The ongoing Cold War, however, meant that the Soviets were concerned about such a collaboration. In 1971, Indira Gandhi, India’s Prime Minister, received a message from the Indian ambassador at Moscow stating that the Soviet Academy of Sciences was willing to assist India in launching its first satellite. India decided to go the Soviet way in the end.

Rao, meanwhile, gathered his team at Peenya, an industrial area in Bengaluru that was going to serve as the site for the country’s first indigenous satellite. Four sheds in the area were repurposed into a working station, which was housed above a laboratory that was cleared out to facilitate work immediately.

What’s in a name?

With Rao and his team working on the satellite and a deal about to be struck between the Indians and the Soviets, it seemed like a matter of time before the launch date could be decided. The death of Sarabhai on December 30, 1971, however, put the entire project in jeopardy as the entire Indian space programme came to an abrupt halt.

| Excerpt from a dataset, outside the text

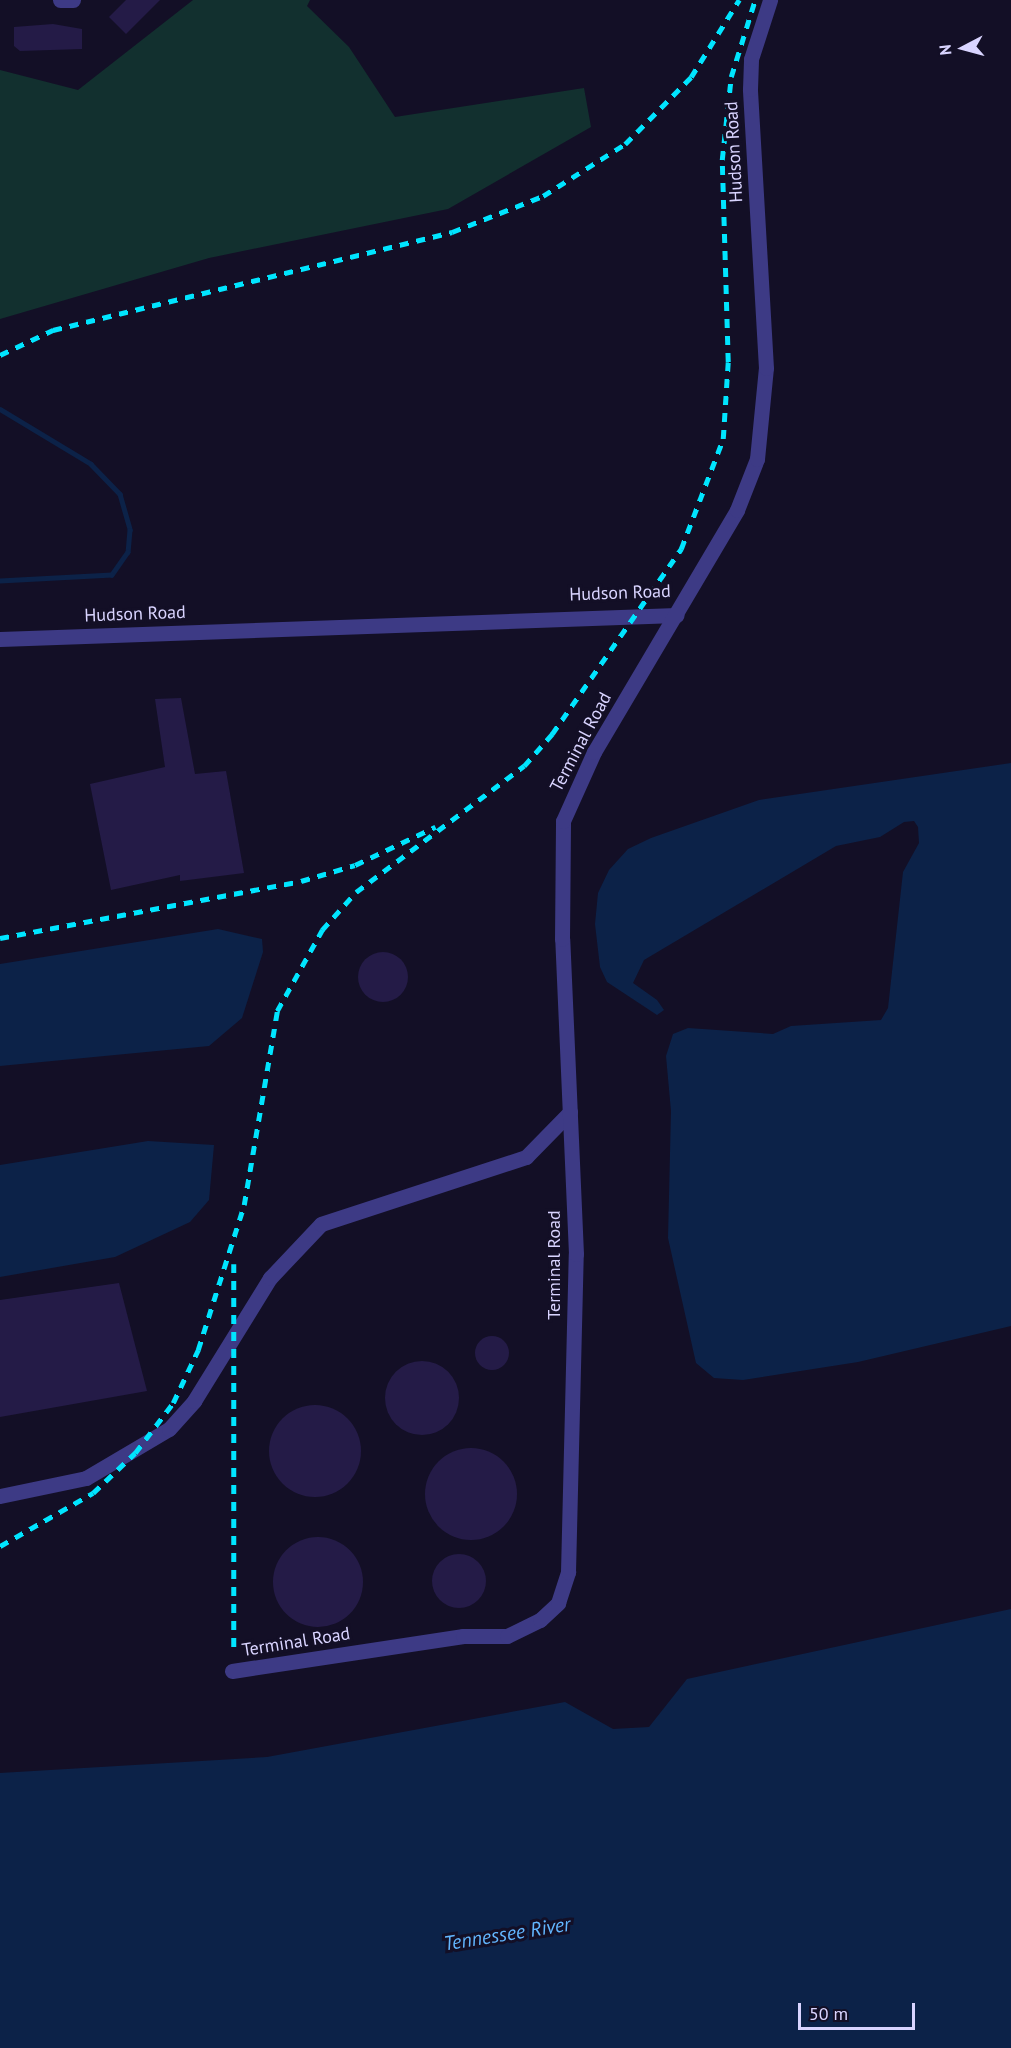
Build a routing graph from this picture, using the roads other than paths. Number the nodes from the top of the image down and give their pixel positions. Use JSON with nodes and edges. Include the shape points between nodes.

Notwithstanding the delays in finalising details or acquiring financial backing, Rao and his team ploughed towards the finish line. This, despite the fact that they were building the satellite without naming it – a problem they wished to solve with the PM’s support.

In order to gain the PM’s backing, the scientists decided to offer Indira Gandhi three names from which she could choose one for the satellite. In addition to Aryabhata, Mitra (denoting friendly relations between India and the Soviet Union) and Jawahar (invoking the spirit of independence) were the names that were suggested. Indira Gandhi chose Aryabhata.

A success story

With the name out of the way and most of the hurdles surmounted, the satellite was set to be launched on April 19, 1975. Even though most of the leading space powers of the time didn’t expect India to make it, Aryabhata’s successful launch showcased to the world that India could build its own satellite. This template has been repeated many times in the decades that have followed, as India has established itself as a space power despite working with limited budgets.

Picture taken when U.R. Rao and his colleagues called on the President, Fakhruddin Ali Ahmed, at Rashtrapati Bhavan in New Delhi on May 24, 1975. Photo shows Rao presenting a photograph of the Aryabhata satellite.

Picture taken when U.R. Rao and his colleagues called on the President, Fakhruddin Ali Ahmed, at Rashtrapati Bhavan in New Delhi on May 24, 1975. Photo shows Rao presenting a photograph of the Aryabhata satellite.
| Photo Credit:
The Hindu Archives

The success was immediately celebrated, both in the country and elsewhere. On April 20, 1975, The Hindu splashed the headline “India Enters Space Age: Satellite Put into Orbit” in its front pages across the country. Within hours of the successful launch, the Posts and Telegraphs Department announced the issue of a special stamp to mark the historic milestone – a first in itself. The Soviets too released a stamp featuring Aryabhata the following year, as a sign of the friendly collaboration between the two nations.

Even though Aryabhata collected data for less than five days, it serves as a success story as it showed that the country’s young engineers and scientists could overcome adversity to pull off great feats. India had achieved what only 10 other countries (U.S., Soviet Union, West Germany, China, France, U.K., Australia, Canada, Japan, and Italy) had achieved until then. Since then, India has gone on to achieve feats through its space programmes that even fewer countries have managed so far.